View from the Road

At this time of the year, our clients have some time post financial year ends to meet with fund managers.

It is always useful to hear how our clients are seeing life and the markets; a few interesting points came out. I have highlighted, and briefly tried to address to these in more detail: –

1. Bonds remain surprisingly strong despite improving growth forecasts
2. London is more bearish than the Regions
3. We were asked about Johnson Matthey at virtually every meeting
4. We are yet to find a person that thinks MiFID II is a good idea

1). Bonds remain surprisingly strong despite improving growth forecasts

A fair bit of financial theory is based on the relationship involving the disparity of yields between bonds and equities, risk premium etc. It used to be considered a strong metric in comparing valuations. Additionally, bond markets also used to provide a useful indicator of expected inflation. That was before QE. Like our clients, we have spent many a moment considering what bond markets are telling us now.

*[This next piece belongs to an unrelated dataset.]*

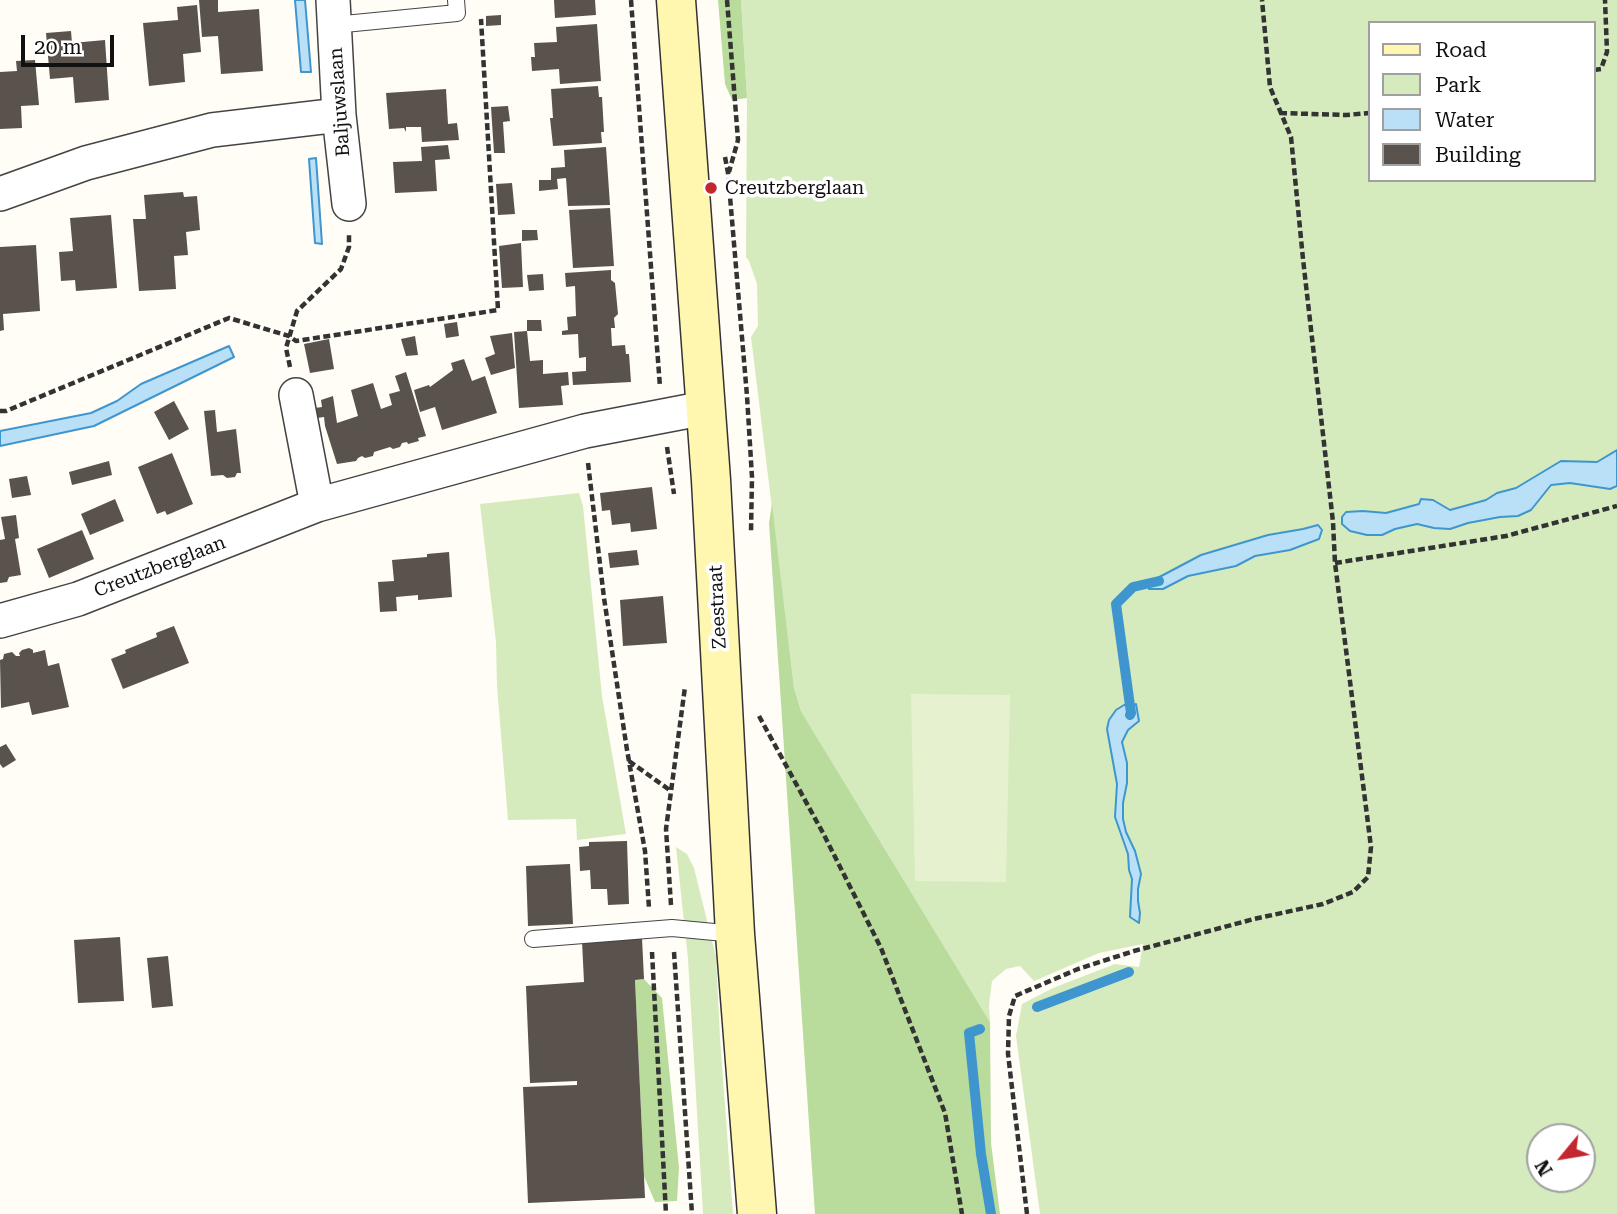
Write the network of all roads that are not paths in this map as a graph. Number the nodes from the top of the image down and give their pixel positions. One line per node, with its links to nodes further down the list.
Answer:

We suspect we are overanalysing things: maybe bond markets are telling us just that there is a large price insensitive buyer? In addition, UK pension funds bought £31bn into gilts in 2016. I suspect the actuaries were more interested in duration risk, rather than valuation! The following two charts (please see document below) are worth considering. The 1st is the yield on 10 year US bonds. It appears to show the end of inflation!

From a yield premium of over 4% in 2012, Junk Bonds now yield less than Average Euro STOXX Index. Apart from my previous comments re a price insensitive buyer, it is hard to make sense of this.

As ever, we do not claim any visibility on forecasting when bubbles burst, but this is clearly madness. Historically, we know ‘Booms’ can carry on for quite some time, but we must recognise participants are no longer partaking on any fundamental basis.

2). London is more bearish than the Regions

After several meetings across the UK, we note that London wealth managers are more bearish than other parts of the country. Key points highlighted, that markets ‘have had a good run and valuations are more demanding. We do not disagree, but note that many of the more cautious were holding significant amounts of cash and are looking to buy on weakness.
Whilst we agree that several sectors are discounting a fair amount of earnings recovery, at Saracen we manage conviction portfolios with typically less than 50 holdings. We can still find selective value and markets are a long way from ‘irrational exuberance!’

3). Johnson Matthey

To our surprise, we were asked about this business at virtually every meeting. One client described it as a marmite stock, except that nobody actually liked it! This is usually very bullish!
Key factors raised were the decline of diesel vehicles, electric vehicles not requiring catalysts/exhausts, autonomous vehicles and the decline of car ownership. These are all valid points. As we recently purchased the shares, we have explained our reasoning more clearly below.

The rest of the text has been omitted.